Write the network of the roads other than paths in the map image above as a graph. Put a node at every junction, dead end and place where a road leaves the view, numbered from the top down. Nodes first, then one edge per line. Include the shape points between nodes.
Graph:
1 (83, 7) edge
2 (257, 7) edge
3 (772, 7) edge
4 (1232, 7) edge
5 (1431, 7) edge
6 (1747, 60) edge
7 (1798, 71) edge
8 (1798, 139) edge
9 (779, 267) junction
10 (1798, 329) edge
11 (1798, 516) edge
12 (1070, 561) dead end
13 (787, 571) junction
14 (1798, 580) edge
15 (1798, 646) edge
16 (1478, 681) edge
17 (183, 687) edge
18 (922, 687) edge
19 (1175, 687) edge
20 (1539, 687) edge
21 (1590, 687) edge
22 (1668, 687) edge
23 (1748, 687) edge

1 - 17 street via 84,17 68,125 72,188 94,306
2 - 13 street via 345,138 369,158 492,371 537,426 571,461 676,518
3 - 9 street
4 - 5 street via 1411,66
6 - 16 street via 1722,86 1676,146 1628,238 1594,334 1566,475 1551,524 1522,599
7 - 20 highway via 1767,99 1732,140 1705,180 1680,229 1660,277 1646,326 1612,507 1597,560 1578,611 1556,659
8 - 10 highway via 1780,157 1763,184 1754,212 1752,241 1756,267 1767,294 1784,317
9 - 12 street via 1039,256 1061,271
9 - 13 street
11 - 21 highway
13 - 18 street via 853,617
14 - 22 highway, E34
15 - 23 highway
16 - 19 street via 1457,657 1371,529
+===+
=== About this task ===
Give back each record above exactly as written.

=== Response area ===
Write the network of the roads other than paths in the map image above as a graph. Put a node at every junction, dead end and place where a road leaves the view, numbered from the top down. Nodes first, then one edge per line. Include the shape points between nodes.
Graph:
1 (83, 7) edge
2 (257, 7) edge
3 (772, 7) edge
4 (1232, 7) edge
5 (1431, 7) edge
6 (1747, 60) edge
7 (1798, 71) edge
8 (1798, 139) edge
9 (779, 267) junction
10 (1798, 329) edge
11 (1798, 516) edge
12 (1070, 561) dead end
13 (787, 571) junction
14 (1798, 580) edge
15 (1798, 646) edge
16 (1478, 681) edge
17 (183, 687) edge
18 (922, 687) edge
19 (1175, 687) edge
20 (1539, 687) edge
21 (1590, 687) edge
22 (1668, 687) edge
23 (1748, 687) edge

1 - 17 street via 84,17 68,125 72,188 94,306
2 - 13 street via 345,138 369,158 492,371 537,426 571,461 676,518
3 - 9 street
4 - 5 street via 1411,66
6 - 16 street via 1722,86 1676,146 1628,238 1594,334 1566,475 1551,524 1522,599
7 - 20 highway via 1767,99 1732,140 1705,180 1680,229 1660,277 1646,326 1612,507 1597,560 1578,611 1556,659
8 - 10 highway via 1780,157 1763,184 1754,212 1752,241 1756,267 1767,294 1784,317
9 - 12 street via 1039,256 1061,271
9 - 13 street
11 - 21 highway
13 - 18 street via 853,617
14 - 22 highway, E34
15 - 23 highway
16 - 19 street via 1457,657 1371,529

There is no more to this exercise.